End users started to complain of performance issues on the RDP servers. Application processing had slowed down to a crawl. The employee’s ability to perform their tasks was being impeded. The architect and cloud administrators added more remote desktop servers into the environment and increased their size. Sizing on the application servers, which were just Microsoft Windows Servers in the public cloud, were also increased. This alleviated the problems, albeit temporarily. As more and more users were logging in to the public cloud-based services, performance and availability took a hit.

And then the bill showed up.

It was creeping up slowly to the anticipated $50,000 per month. Unfortunately, as a side effect of the increasing resources, the bill had risen to more than triple the original estimates presented to the board of directors. In the peak of the “crisis,” the bill had surpassed $150,000 per month. This put the C-suite on edge. What was going on with the cloud migration project? How is the bill so high when they were promised a third of what was being spent? It was time for the ABC Co. team to call for an assist.

This is where I entered the scene. I’ll start this next section of the story by stating this outright: I didn’t solve all their problems. I wasn’t a savior on a white horse galloping in to save the day. I did, however, help ABC Co. start to reduce their bill and get cloud spend under control.

One of the steps they implemented before I arrived was to use scripted shutdown of servers during non-work hours. This cut off some of the wasteful spend on machines not being used. We also looked at the actual usage on all servers in the cloud. After running some scans, we found many servers not in use for 30 days or more being left on and piling onto the bill. These servers were promptly shut down, archived, then deleted after a set time. Applications experiencing performance issues were analyzed, and it was determined they could be converted to a cloud native architecture. And those pesky ever-growing remote desktop boxes? Smaller, more cost-effective servers were placed behind a load balancer to automatically boot additional servers should the user count demand it. All these are a few of the steps to reducing the cloud bill. Many things occurred after I had left, but this was a start to send them on the right path.
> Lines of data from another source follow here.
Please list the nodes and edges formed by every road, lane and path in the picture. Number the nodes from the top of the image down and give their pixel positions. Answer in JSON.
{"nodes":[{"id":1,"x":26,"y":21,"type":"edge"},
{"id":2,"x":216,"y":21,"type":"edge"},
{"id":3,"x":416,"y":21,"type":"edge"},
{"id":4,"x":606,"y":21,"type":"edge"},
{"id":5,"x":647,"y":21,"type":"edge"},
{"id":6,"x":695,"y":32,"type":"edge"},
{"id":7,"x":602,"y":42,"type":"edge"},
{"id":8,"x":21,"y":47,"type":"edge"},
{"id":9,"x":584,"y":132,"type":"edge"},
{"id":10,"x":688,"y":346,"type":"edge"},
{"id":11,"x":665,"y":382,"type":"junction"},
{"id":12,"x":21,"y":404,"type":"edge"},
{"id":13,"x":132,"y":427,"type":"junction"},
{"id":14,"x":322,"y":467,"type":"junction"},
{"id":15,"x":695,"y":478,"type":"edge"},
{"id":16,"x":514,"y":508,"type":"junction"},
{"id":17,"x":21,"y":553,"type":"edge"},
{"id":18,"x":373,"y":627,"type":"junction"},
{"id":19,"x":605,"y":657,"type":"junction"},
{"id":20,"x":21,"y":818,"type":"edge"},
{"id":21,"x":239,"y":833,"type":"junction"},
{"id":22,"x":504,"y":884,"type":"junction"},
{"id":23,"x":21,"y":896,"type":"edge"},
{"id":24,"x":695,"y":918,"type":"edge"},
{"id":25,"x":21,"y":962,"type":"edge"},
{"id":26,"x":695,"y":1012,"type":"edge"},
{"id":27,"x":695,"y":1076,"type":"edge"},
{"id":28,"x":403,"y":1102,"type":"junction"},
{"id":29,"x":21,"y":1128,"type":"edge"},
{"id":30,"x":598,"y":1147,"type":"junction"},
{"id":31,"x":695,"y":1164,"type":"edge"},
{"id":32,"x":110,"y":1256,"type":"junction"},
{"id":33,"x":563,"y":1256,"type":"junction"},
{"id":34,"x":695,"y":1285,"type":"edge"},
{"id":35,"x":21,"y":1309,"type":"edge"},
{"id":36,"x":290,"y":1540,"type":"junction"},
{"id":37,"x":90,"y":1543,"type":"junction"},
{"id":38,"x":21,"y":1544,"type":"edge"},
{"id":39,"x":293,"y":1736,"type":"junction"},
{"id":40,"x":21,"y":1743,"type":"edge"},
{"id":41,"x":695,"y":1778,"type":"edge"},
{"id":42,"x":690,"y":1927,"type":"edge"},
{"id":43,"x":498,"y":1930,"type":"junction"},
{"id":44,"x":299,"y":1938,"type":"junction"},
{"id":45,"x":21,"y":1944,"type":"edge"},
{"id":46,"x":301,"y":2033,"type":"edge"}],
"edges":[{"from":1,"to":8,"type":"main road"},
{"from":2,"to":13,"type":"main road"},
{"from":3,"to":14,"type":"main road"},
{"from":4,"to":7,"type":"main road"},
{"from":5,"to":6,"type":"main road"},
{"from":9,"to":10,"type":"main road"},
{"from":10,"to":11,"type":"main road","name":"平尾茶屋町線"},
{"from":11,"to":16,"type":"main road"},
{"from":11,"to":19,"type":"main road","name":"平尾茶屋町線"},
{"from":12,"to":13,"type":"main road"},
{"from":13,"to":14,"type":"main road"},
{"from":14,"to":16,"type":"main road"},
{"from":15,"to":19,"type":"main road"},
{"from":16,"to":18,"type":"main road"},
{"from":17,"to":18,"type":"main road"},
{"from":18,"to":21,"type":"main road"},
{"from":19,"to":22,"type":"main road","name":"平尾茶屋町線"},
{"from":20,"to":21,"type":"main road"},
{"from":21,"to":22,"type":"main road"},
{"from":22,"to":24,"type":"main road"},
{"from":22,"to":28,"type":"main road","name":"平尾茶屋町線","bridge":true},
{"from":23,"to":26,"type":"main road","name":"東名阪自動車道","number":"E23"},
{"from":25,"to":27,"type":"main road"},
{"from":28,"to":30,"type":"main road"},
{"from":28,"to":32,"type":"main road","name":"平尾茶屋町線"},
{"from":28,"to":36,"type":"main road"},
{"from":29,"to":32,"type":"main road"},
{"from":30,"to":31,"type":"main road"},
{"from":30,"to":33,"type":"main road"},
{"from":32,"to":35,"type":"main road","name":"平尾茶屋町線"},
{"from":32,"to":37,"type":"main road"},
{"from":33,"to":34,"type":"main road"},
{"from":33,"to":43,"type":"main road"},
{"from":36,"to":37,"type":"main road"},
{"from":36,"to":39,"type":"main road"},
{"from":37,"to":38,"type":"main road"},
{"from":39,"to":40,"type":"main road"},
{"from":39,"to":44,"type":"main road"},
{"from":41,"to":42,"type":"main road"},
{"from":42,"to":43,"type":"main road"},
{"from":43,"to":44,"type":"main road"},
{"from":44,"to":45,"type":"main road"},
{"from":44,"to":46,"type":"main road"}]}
  So, what can be learned from this story? While credit should be given for the legwork done to develop the strategy, on-premises virtual machines and public cloud-based instances aren’t apples to apples. Workloads behave differently in the cloud. The way resources are consumed has costs behind it; you can’t just add RAM and CPU to a problem server like you can in your data center (nor is it often the correct solution). Many variables go into a cloud migration. If your company is looking at moving to the cloud, be sure to ask the deep questions during the initial planning phase—it may just save hundreds of thousands of dollars.